The Mutual Fund Dealers Association of Canada (MFDA) says the number of cases it opened increased slightly in 2020 compared to 2019 numbers, and the number of cases closed declined during the year, this according to the self-regulatory organization’s 2020 Annual Enforcement Report.
The report, which highlights key enforcement activity that took place over the course of 2020, states that 79 disciplinary proceedings commenced during the period, up from 78 in 2019.
Of those proceedings commenced in 2020, the MFDA says the majority – 39 cases included allegations where approved persons made use of pre-signed forms. “The MFDA continued its efforts to address cases involving the use of pre-signed forms and situations where client signatures are falsified by approved persons. Most of the cases investigated by the MFDA do not involve client complaints, an intent on the part of the approved person to harm the client or resulting in financial harm to the client,” they write. “The activity is done for the purposes of client or advisor convenience. Activity of this type was an allegation in 39 of the 79 formal proceedings commenced by the MFDA in 2020, which is consistent with 2019.”

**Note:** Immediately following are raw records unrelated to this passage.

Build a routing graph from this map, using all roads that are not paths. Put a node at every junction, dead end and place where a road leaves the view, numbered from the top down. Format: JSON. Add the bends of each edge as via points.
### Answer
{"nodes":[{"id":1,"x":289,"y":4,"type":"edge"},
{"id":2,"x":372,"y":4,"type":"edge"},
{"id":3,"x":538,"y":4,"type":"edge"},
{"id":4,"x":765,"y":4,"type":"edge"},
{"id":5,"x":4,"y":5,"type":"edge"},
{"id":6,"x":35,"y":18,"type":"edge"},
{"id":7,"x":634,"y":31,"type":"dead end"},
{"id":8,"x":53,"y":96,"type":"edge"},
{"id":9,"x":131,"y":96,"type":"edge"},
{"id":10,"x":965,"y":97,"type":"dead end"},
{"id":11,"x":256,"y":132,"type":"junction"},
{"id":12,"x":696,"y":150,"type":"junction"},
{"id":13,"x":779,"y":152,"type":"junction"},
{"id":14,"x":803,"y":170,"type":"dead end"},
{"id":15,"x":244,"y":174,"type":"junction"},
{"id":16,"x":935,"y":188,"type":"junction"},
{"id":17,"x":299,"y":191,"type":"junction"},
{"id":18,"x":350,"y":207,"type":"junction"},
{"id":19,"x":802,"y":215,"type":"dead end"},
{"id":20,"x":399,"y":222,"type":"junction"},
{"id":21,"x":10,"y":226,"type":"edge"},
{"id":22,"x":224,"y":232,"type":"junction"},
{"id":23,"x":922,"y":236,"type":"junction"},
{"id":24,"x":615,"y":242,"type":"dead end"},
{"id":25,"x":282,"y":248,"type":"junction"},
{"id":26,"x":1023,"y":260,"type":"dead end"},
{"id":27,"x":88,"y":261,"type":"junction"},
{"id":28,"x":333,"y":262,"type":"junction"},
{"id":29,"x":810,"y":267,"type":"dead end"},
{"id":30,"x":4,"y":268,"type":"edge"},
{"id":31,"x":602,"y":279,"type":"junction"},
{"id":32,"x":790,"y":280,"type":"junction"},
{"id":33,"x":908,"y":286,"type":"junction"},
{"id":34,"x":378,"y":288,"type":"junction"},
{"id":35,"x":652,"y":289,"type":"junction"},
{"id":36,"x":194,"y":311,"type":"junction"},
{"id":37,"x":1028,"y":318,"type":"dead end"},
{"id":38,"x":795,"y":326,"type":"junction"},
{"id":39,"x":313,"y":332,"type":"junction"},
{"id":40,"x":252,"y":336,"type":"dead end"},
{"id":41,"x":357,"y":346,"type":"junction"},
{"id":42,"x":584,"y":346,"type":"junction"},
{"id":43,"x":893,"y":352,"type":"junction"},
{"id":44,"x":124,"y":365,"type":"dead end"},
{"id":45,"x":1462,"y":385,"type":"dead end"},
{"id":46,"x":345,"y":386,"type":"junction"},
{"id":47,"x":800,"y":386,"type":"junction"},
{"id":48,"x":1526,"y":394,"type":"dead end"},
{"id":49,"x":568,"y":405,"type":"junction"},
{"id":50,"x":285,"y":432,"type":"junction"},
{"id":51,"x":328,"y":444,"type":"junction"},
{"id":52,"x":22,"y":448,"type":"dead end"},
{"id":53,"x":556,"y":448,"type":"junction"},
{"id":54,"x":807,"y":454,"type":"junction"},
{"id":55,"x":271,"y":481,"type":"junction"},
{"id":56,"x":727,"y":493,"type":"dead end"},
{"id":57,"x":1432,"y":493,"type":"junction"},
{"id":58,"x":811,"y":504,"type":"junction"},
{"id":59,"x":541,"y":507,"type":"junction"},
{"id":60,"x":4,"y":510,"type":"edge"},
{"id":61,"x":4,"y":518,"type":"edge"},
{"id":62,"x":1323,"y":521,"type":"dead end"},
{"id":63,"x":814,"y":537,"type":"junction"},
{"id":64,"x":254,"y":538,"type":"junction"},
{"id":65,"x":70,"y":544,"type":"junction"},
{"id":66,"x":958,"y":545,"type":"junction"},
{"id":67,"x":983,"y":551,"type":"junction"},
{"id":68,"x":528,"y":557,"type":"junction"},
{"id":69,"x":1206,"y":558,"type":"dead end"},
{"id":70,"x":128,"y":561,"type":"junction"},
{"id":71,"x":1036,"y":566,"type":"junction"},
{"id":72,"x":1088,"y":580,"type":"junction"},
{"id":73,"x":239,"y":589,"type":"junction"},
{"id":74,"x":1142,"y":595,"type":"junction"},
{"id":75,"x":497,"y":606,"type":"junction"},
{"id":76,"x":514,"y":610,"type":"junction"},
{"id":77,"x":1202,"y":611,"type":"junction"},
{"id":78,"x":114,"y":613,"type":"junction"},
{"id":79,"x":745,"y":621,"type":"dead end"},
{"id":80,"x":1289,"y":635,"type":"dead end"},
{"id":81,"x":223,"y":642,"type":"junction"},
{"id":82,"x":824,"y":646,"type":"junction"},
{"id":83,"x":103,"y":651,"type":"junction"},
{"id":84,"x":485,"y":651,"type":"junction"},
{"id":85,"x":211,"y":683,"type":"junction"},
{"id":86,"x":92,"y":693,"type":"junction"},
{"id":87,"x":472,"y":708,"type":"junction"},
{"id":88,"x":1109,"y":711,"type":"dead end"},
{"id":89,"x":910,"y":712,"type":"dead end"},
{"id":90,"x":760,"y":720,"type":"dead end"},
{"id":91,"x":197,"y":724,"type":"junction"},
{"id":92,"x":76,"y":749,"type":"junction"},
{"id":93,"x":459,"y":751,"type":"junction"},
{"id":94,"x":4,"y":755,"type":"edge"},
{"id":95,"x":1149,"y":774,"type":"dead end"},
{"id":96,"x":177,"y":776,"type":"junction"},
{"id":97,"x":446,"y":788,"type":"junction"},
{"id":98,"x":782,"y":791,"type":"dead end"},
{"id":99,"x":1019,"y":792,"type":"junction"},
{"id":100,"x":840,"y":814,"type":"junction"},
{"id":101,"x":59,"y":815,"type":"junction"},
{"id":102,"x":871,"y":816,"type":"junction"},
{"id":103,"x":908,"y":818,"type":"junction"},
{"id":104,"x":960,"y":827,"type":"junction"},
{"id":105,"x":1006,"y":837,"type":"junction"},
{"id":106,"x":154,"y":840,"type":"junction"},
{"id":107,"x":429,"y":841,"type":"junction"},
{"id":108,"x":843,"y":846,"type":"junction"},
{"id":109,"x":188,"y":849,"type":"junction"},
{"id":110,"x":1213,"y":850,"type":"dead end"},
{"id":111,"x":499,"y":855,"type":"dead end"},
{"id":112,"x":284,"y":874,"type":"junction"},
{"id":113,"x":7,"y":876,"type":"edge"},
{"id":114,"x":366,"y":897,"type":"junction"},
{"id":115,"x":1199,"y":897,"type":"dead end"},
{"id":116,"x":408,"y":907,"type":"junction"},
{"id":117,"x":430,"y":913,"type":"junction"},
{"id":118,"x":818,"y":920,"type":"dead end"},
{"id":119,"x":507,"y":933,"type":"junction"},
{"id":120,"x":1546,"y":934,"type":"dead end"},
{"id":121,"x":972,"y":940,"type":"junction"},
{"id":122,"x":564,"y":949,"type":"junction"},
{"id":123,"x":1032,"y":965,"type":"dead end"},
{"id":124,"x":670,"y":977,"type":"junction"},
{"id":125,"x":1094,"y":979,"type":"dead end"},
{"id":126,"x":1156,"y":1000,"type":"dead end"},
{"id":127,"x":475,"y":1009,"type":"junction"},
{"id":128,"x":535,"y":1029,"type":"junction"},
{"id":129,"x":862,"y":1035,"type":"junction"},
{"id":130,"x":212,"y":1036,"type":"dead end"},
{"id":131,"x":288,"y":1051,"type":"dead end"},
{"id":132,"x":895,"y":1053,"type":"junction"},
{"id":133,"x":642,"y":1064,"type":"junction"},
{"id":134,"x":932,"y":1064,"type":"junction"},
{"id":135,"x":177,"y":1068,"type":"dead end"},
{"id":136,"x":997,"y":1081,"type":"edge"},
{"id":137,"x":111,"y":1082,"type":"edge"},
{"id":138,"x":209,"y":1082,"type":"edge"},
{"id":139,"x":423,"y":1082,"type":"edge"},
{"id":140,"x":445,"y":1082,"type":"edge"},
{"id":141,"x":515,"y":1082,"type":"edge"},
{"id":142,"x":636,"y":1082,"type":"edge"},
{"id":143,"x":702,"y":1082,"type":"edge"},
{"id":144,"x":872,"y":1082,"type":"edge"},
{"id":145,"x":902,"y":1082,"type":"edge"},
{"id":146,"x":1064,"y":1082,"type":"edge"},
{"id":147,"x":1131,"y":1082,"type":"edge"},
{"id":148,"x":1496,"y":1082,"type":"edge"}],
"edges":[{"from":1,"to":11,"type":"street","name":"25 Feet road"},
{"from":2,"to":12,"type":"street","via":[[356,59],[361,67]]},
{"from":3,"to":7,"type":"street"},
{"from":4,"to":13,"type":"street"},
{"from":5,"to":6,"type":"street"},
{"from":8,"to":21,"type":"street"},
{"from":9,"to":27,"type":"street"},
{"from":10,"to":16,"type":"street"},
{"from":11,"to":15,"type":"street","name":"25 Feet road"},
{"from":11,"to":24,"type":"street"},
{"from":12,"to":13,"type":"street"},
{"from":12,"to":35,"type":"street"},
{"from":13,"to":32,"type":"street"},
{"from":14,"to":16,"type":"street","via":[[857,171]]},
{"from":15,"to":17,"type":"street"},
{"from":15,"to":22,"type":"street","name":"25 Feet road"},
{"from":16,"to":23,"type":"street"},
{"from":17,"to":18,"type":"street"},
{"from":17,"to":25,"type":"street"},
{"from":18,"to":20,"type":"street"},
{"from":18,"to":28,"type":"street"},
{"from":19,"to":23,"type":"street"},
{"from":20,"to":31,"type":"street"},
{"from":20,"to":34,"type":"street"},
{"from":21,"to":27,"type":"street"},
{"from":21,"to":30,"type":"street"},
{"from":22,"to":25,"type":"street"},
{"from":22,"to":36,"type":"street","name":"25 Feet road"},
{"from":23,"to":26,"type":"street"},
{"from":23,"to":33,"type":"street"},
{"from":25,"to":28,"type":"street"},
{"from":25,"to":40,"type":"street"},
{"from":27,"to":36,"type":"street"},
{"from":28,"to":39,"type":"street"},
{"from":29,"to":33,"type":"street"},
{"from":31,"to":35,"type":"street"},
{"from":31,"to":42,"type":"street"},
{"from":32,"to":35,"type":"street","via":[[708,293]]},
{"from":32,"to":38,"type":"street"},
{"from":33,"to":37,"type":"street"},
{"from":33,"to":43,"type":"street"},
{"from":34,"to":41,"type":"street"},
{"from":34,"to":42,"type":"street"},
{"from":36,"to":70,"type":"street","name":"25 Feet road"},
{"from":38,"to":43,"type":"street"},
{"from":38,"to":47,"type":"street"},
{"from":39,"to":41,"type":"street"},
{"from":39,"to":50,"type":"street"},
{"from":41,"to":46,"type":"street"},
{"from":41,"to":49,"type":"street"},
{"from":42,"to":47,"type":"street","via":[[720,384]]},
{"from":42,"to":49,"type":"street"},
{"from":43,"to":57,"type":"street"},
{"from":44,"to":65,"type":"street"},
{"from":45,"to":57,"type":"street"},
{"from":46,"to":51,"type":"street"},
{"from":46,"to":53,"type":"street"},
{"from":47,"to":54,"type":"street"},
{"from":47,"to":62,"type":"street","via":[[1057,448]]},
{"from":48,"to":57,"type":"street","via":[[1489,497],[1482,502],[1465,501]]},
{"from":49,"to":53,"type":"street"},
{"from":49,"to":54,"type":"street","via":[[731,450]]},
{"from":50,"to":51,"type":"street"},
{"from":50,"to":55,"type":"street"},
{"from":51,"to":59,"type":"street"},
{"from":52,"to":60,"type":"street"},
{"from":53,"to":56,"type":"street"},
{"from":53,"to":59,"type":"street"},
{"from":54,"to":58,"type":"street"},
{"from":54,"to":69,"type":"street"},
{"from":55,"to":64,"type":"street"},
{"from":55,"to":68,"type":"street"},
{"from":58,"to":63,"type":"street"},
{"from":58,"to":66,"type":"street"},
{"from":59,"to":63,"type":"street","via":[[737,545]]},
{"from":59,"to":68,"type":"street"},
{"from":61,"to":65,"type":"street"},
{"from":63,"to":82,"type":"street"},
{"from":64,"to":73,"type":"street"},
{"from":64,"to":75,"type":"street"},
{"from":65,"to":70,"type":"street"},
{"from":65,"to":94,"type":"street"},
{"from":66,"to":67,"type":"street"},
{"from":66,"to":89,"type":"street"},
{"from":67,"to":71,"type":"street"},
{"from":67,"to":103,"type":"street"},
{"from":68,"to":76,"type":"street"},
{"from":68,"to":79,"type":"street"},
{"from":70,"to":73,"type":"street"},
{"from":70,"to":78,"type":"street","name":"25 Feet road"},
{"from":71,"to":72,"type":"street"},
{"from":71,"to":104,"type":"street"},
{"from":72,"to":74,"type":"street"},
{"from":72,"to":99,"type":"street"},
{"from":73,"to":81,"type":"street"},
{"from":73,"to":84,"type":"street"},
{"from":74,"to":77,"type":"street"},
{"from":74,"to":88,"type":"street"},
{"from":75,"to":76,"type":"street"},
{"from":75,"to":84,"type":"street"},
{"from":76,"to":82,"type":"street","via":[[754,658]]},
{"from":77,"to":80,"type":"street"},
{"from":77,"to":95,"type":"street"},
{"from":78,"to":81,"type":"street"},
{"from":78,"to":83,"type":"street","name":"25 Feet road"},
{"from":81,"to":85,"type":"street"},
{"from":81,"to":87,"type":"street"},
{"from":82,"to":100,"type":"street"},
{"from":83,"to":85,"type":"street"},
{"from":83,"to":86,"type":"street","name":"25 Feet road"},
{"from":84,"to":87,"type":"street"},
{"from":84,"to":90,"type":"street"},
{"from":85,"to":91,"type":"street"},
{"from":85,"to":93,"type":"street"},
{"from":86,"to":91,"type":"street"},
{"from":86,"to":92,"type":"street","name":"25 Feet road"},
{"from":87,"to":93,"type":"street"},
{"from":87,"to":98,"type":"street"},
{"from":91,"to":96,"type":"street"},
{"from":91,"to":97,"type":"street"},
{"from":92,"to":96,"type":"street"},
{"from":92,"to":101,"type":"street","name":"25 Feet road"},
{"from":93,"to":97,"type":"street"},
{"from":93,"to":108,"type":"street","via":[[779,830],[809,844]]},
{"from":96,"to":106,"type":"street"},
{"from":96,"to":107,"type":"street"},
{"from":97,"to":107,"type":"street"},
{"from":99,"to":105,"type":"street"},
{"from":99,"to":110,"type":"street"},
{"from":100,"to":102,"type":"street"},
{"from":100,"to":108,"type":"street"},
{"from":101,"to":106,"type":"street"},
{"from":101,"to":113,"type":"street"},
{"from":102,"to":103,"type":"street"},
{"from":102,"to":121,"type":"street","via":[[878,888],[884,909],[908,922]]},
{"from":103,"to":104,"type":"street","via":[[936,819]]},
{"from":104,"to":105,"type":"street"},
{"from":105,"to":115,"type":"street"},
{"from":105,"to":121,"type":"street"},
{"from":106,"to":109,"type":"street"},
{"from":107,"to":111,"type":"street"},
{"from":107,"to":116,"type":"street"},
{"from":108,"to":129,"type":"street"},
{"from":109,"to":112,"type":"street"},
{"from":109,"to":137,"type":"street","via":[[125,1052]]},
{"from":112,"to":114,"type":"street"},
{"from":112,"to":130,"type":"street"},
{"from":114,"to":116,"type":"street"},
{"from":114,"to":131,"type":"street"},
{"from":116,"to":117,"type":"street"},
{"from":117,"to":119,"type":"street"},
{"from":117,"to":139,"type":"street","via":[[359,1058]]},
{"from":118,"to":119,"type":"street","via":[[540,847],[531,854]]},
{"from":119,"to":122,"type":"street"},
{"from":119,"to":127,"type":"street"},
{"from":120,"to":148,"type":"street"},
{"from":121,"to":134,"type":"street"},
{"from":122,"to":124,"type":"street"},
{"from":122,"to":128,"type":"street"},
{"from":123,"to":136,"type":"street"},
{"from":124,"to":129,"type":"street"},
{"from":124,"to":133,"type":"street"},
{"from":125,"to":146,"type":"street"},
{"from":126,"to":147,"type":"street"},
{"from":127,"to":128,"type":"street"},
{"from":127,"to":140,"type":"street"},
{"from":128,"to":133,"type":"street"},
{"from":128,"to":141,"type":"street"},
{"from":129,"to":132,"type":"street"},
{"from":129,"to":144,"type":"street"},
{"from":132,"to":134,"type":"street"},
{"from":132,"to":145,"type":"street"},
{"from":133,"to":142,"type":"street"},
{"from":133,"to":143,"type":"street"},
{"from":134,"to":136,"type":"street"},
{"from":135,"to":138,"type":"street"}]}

They add that in a small number of cases – four out of 79 formal proceedings commenced in 2020 – signature falsification was used for further rule violations including discretionary or unauthorized trading or misappropriation.
In addition to signature falsification and addressing the use of pre-signed forms, the MFDA says going forward it will also continue to focus on complaint handling, sales practices, supervision, and cases involving seniors or vulnerable persons. In 2020, they say 30 per cent of commenced proceedings involved seniors or vulnerable persons.
All told, the number of cases it opened during the year increased to 461, up from 453 in 2019, while the number of cases closed declined from 503 in 2019 to 457 in 2020. Concluded hearings resulted in 16 permanent prohibitions, 24 suspensions, total fines of almost $3.4-million and $369,501 in costs. Total fines imposed declined significantly relative to 2019 when the MFDA imposed almost $9.3-million in fines and $558,425 in costs. Of the $3.4-million in fines imposed in 2020, only $840,351 or 25 per cent has been collected. “Since the commencement of MFDA disciplinary activity in 2004, MFDA hearing panels have imposed total fines of $100,347,447, of which (only) $14,618,434, approximately 14 per cent, has been collected,” the MFDA states.
In a discussion about the self-regulatory organization’s enforcement process, they add that the use of videoconferencing has proven to be very successful, cost-effective and efficient. “Given this positive experience, it is likely that the use of videoconferencing will remain part of MFDA processes going forward,” writes the MFDA’s president and CEO, Mark Gordon.
As of December 31, 2020 the MFDA had 90 members with approximately $627-billion of mutual fund assets under administration.